Wissenschaft und Forschung sind der Schlüssel, um kreative und innovative Lösungsansätze für globale Herausforderungen zu entwickeln und die Ziele der Agenda 2030 für nachhaltige Entwicklung zu erreichen. Für den wissenschaftliche Fortschritt ist es dabei unverzichtbar, dass das Potenzial aller genutzt wird. Trotz Fortschritten in den vergangenen Jahren bleiben Frauen insbesondere in Wissenschaft und Forschung oftmals außen vor: Laut UNESCO-Statistiken (UNESCO, 2019) sind weltweit nur 30% der Wissenschaftler*innen Frauen - in einkommensschwachen Ländern ist der Anteil oftmals noch geringer.
Wissenschaftlerinnen sind nicht nur wichtige Impulsgeberinnen für gesellschaftliche Weiterentwicklung. Sie nehmen auch eine Vorbildfunktion ein: Sie inspirieren Mädchen und junge Frauen, die Welt der Forschung für sich zu entdecken, und stärken somit den wissenschaftlichen Nachwuchs und die Fach- und Führungskräfte von morgen. Damit diese in ihrer wissenschaftlichen Karriere gleiche Chancen erhalten wie ihre männlichen Peers, braucht es in den Hochschulen entsprechend inklusive Strukturen.
Hier setzt auch das vom Projekt „Gleichstellung, Führung und Empowerment International" zwischen Universität Konstanz und der Wirtschaftsuniversität KNEU in Kiew an, das seit 2020 vom BMZ im Rahmen des DAAD-Programms „DIES-Partnerschaften mit Hochschulen in Entwicklungsländern“ gefördert wird. Denn obwohl die Ukraine im europäischen Vergleich bis 2022 eine der höchsten Frauenquoten in der Wissenschaft in Europa aufwies (45%), besteht der Bedarf einer Integration der Themen Geschlechtergerechtigkeit und Gender Mainstreaming an der Hochschule ebenso wie in der Wissenschaft, auch im Hinblick auf Professionalisierung und Modernisierung des Managements.
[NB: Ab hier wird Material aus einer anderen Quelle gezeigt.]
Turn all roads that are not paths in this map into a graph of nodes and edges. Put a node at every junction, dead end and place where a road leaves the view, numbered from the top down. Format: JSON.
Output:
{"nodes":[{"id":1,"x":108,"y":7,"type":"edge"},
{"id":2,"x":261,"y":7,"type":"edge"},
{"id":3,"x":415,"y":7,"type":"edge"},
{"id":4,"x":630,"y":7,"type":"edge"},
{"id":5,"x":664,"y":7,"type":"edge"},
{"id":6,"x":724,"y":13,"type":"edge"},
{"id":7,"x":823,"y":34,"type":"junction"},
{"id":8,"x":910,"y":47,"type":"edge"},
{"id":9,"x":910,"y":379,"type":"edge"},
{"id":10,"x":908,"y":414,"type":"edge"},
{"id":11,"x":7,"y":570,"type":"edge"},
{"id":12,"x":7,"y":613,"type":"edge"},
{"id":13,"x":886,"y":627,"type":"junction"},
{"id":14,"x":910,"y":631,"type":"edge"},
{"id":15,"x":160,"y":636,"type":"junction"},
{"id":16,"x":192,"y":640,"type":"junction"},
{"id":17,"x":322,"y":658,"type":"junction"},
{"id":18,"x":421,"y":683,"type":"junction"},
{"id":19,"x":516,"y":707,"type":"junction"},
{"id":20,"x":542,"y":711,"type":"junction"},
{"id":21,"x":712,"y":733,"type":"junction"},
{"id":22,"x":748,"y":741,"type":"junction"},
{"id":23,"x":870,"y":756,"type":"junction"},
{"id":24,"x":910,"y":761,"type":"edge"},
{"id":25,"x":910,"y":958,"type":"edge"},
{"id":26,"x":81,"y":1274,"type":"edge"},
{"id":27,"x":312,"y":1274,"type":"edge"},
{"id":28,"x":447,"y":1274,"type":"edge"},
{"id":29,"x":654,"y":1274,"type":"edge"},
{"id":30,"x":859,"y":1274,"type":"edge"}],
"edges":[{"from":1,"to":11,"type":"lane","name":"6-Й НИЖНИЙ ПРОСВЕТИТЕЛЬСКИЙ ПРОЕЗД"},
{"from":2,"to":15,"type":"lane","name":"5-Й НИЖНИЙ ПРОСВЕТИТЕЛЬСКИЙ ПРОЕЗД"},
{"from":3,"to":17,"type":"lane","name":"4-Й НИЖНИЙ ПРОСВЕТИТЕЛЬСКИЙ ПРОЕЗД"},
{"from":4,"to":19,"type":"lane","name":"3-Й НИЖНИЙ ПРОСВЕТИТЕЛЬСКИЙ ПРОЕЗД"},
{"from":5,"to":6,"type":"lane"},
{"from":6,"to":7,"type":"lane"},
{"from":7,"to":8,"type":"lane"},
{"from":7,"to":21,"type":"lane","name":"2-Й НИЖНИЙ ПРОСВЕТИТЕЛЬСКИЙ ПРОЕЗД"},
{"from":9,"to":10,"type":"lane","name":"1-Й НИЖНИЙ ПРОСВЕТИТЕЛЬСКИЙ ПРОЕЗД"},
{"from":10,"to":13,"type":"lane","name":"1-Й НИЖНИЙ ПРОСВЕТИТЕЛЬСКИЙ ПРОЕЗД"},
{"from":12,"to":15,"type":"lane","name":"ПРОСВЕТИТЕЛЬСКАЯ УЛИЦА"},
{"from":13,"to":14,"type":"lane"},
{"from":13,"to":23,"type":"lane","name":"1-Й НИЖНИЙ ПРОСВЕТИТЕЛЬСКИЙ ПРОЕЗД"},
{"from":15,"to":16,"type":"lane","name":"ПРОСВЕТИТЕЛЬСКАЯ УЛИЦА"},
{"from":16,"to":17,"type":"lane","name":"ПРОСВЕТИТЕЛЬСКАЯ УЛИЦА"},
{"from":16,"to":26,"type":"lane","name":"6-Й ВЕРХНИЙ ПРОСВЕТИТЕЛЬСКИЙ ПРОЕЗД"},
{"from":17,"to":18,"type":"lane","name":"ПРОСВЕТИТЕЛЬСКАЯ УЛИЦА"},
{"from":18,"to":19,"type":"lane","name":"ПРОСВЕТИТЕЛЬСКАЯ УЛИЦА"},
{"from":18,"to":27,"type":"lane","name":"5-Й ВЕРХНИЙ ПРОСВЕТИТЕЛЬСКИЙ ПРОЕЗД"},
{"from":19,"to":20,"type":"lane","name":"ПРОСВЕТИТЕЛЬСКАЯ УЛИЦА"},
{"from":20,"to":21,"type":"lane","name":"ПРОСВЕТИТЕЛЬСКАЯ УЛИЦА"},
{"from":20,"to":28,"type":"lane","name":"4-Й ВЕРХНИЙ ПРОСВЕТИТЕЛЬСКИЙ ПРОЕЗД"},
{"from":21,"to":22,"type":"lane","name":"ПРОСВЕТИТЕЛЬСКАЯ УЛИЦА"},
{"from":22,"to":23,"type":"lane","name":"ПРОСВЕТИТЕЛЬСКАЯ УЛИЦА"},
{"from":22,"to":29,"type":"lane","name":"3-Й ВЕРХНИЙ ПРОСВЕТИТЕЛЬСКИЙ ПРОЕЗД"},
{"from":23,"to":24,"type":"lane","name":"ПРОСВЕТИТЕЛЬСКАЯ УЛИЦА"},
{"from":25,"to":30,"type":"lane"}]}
Ziel des Projekts ist die Schaffung von Gleichstellungstrukturen, die Sensibilisierung der Führungsebene, Förderung von Wissenschaftlerinnen für Führungspositionen und die Weiterbildung des Personals in der Hochschulverwaltung. Damit sollen Grundlagen für die Erfüllung europäischer Standards zu Gleichstellung und Antidiskriminierung gelegt werden. Trotz der durch den Krieg erschwerten Umstände und tiefen Einschnitte konnten viele Maßnahmen erfolgreich umgesetzt werden: digitale Trainings, individuelle Aufenthalte der Kiewer Verantwortlichen in Konstanz und auch ein Projektreffen in Warschau wurden realisiert. Auch das Hochschulmanagement wurde zum Beispiel durch die Konzeption eines Gleichstellungsplans und die Einrichtung eines Gleichstellungsbüros gestärkt.
Der größte Erfolg ist allerdings die Einsetzung einer weiblichen Dekanin an der KNEU. Diese ergänzt die in 2021 eingeführte Beraterin für Gleichstellung, Diversität und Inklusion und eine Expertin für Kriminalrecht mit Schwerpunkt Gewalt an Frauen. Alle drei stärken die Kontrollfunktion bei etwa Berufungsverfahren und achten darauf, dass der Anteil der Professorinnen sowie auch der Anteil von Frauen in Entscheidungspositionen ansteigt und geschlechtergerechte Strukturen in den Hochschulgremien vorangetrieben werden.
Mit dem Abbau diskriminierender Strukturen, der Stärkung gleichberechtigter Hochschulzugänge sowie der Förderung gleichberechtigter Repräsentanz und Einflussmöglichkeiten stärkt das Projekt die drei zentralen Bereiche feministischer Entwicklungspolitik. Diese gewinnt in Krisenkontexten wie der Ukraine an Relevanz, wo der kriegsbedingte Exodus von Millionen Ukrainerinnen und die allgemeine Mobilisierung noch unabsehbare Folgen für die Hochschullandschaft und die Gleichstellung von Wissenschaftlerinnen hat.